Yoshü‘s mouth tightened. “What use against the universe?”

“As for that,” Carita stated, “you know full well what we’ve got.” Mainly to Laurinda: “A beefed-up grapnel field system. We can lock onto a fair-sized asteroid and shift its orbit, if we want to spend the fuel. Our new main laser can bore a hole from end to end of it. Our robot prospector-lander can boost at as high as a hundred Earth gees, for a total delta v of a thousand KPS. Plus the stuff we carried before, except for the second boat radars, instruments, teleprobes, you name it. Oh, we’d be no match for a naval vessel, but aside from that, we’re loaded like a verguuz drinker.”

“Now will you joyful honeymooners kindly reel in your faces and start singing and dancing as the drill calls for?” Ryan snorted.

The couple traded a look, which rapidly grew warm. Smiles radiated between them. “Makes me feel downright lecherous,” Carita murmured to Ryan. “How ‘bout you?”

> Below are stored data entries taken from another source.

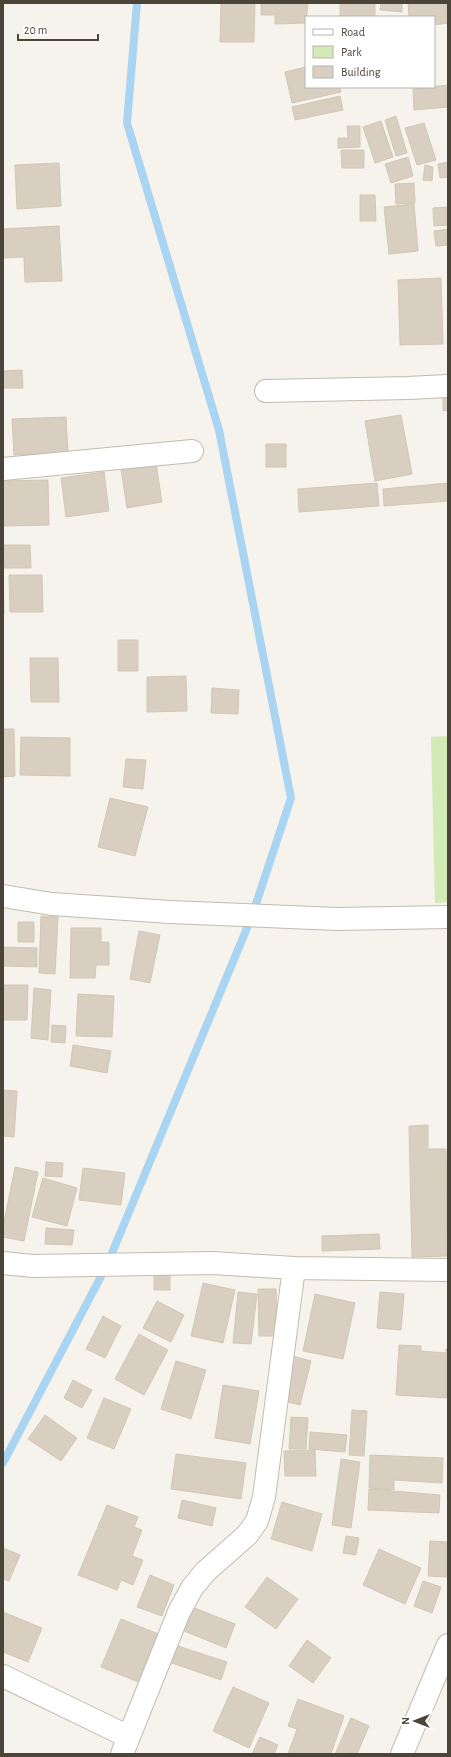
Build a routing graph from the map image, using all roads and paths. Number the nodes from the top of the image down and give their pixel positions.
1 (448, 386) edge
2 (266, 391) dead end
3 (192, 451) dead end
4 (3, 469) edge
5 (3, 896) edge
6 (448, 917) edge
7 (3, 1263) edge
8 (294, 1268) junction
9 (448, 1270) edge
10 (448, 1645) edge
11 (3, 1676) edge
12 (126, 1746) edge
13 (402, 1754) edge

1 - 2 street
3 - 4 street
5 - 6 street
7 - 8 street
8 - 9 street
8 - 12 street
10 - 13 street
11 - 12 street

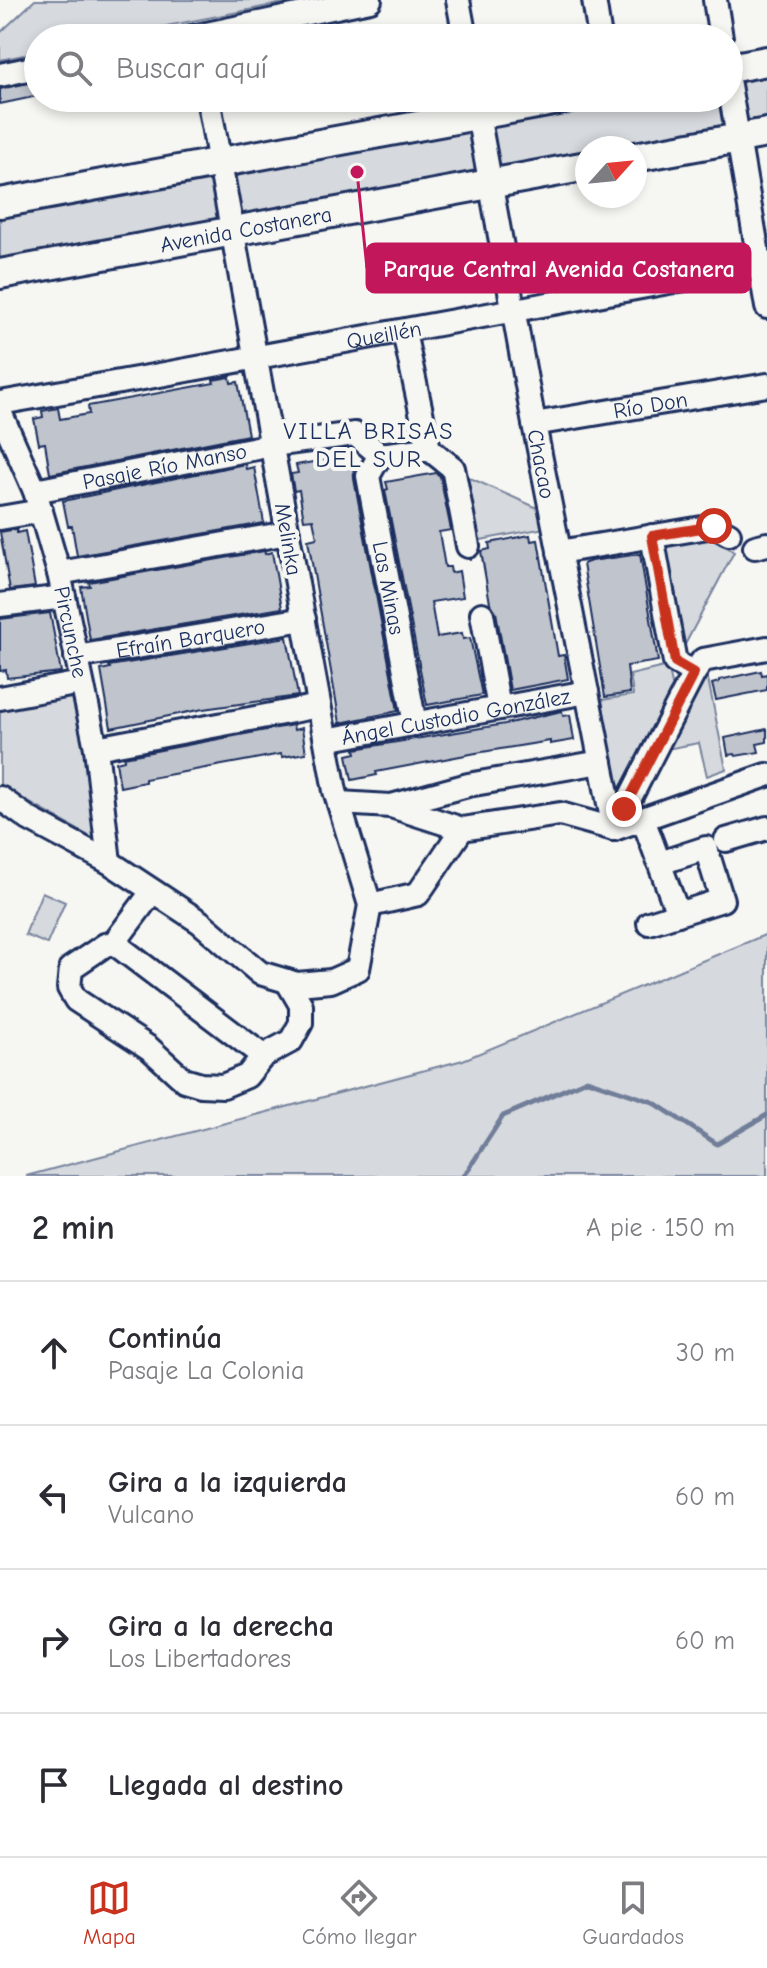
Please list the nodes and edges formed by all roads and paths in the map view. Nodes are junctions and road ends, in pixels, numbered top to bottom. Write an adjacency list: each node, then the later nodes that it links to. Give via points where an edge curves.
1 (370, 0): 5 (street)
2 (458, 0): 6 (street)
3 (594, 0): 7 (street)
4 (715, 0): 8 (street)
5 (256, 24)
6 (462, 24)
7 (598, 24)
8 (719, 24)
9 (767, 61): 10 (main road)
10 (743, 65)
11 (24, 70): 12 (street)
12 (0, 75)
13 (211, 112): 20 (street, Melinka)
14 (449, 112): 20 (main road)
15 (478, 112): 22 (street, Chacao)
16 (734, 112): 18 (street)
17 (767, 133): 18 (main road)
18 (738, 139): 19 (main road); 25 (street)
19 (647, 155)
20 (220, 162): 23 (main road); 24 (street, Melinka)
21 (575, 168): 22 (main road, Avenida Costanera)
22 (491, 184): 24 (main road, Avenida Costanera); 28 (street, Chacao)
23 (0, 203)
24 (233, 231): 26 (main road, Avenida Costanera); 30 (street, Melinka)
25 (763, 265): 27 (street); 28 (street, Queillén)
26 (0, 274)
27 (767, 307)
28 (513, 309): 29 (street, Queillén); 34 (street, Chacao)
29 (404, 332): 30 (street, Queillén); 36 (street)
30 (256, 359): 32 (street, Queillén); 35 (street, Melinka)
31 (767, 385): 34 (street, Río Don)
32 (0, 403)
33 (0, 412): 38 (street, Pircunche)
34 (534, 424): 44 (street, Chacao)
35 (272, 445): 37 (street, Pasaje Río Manso, via 355,434); 38 (street, Pasaje Río Manso); 40 (street, Melinka)
36 (429, 449): 37 (street); 43 (street, via 453,468)
37 (380, 455): 58 (street, Las Minas, via 368,476)
38 (38, 501): 39 (street, Pasaje Río Manso); 45 (street, Pircunche)
39 (0, 518)
40 (288, 533): 45 (street); 49 (street, Melinka)
41 (729, 534): 42 (street, via 714,526)
42 (652, 536): 44 (street); 52 (street, via 675,662)
43 (468, 546)
44 (559, 552): 54 (street, Chacao)
45 (59, 573): 46 (street, Pircunche)
46 (64, 597): 47 (street); 51 (street, Pircunche)
47 (0, 605)
48 (482, 614): 57 (street)
49 (304, 619): 51 (street, Efraín Barquero); 56 (street, Melinka)
50 (767, 648): 52 (street, via 703,660)
51 (76, 657): 53 (street, Pircunche)
52 (694, 673): 69 (street)
53 (81, 683): 55 (street); 60 (street, Pircunche)
54 (587, 692): 57 (street, Ángel Custodio González); 61 (street, Chacao)
55 (0, 698)
56 (319, 706): 59 (street, Melinka); 60 (street, Ángel Custodio González)
57 (499, 708): 58 (street, Ángel Custodio González)
58 (415, 724): 59 (street, Ángel Custodio González)
59 (326, 740): 63 (street, Melinka)
60 (96, 748): 71 (street, Pircunche)
61 (601, 762): 65 (street, via 468,785); 69 (street, Chacao)
62 (767, 775): 66 (street)
63 (337, 797): 65 (street); 74 (street, Melinka)
64 (0, 798): 71 (street)
65 (391, 806): 68 (street)
66 (643, 819): 69 (street); 72 (street)
67 (767, 828): 70 (street)
68 (462, 829): 69 (street, via 560,814); 74 (street, via 418,894)
69 (614, 829)
70 (726, 840)
71 (109, 862): 73 (street)
72 (660, 863): 75 (street); 75 (street, via 706,848 722,900)
73 (152, 892): 77 (street); 78 (street, via 200,922 260,973)
74 (370, 905): 78 (street, via 358,969 331,981)
75 (678, 914): 76 (street)
76 (649, 923)
77 (114, 943): 79 (street); 79 (street, via 71,968 69,988 76,1000 149,1048 184,1080 223,1086 247,1076)
78 (287, 981): 79 (street, via 301,1005 301,1023 291,1041)
79 (263, 1056)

With a rumbling roar, a geyser erupted among the springs. Higher and higher it climbed against the gentle gravity, until the tower of it reached a hundred meters aloft. Light sharded to bows and diamonds in its plume. Thence it flung a fine rain which fell stinging hot, smelling of sulfur and tasting of iron, violence broken loose from rocks far below. Abruptly the humans felt very small.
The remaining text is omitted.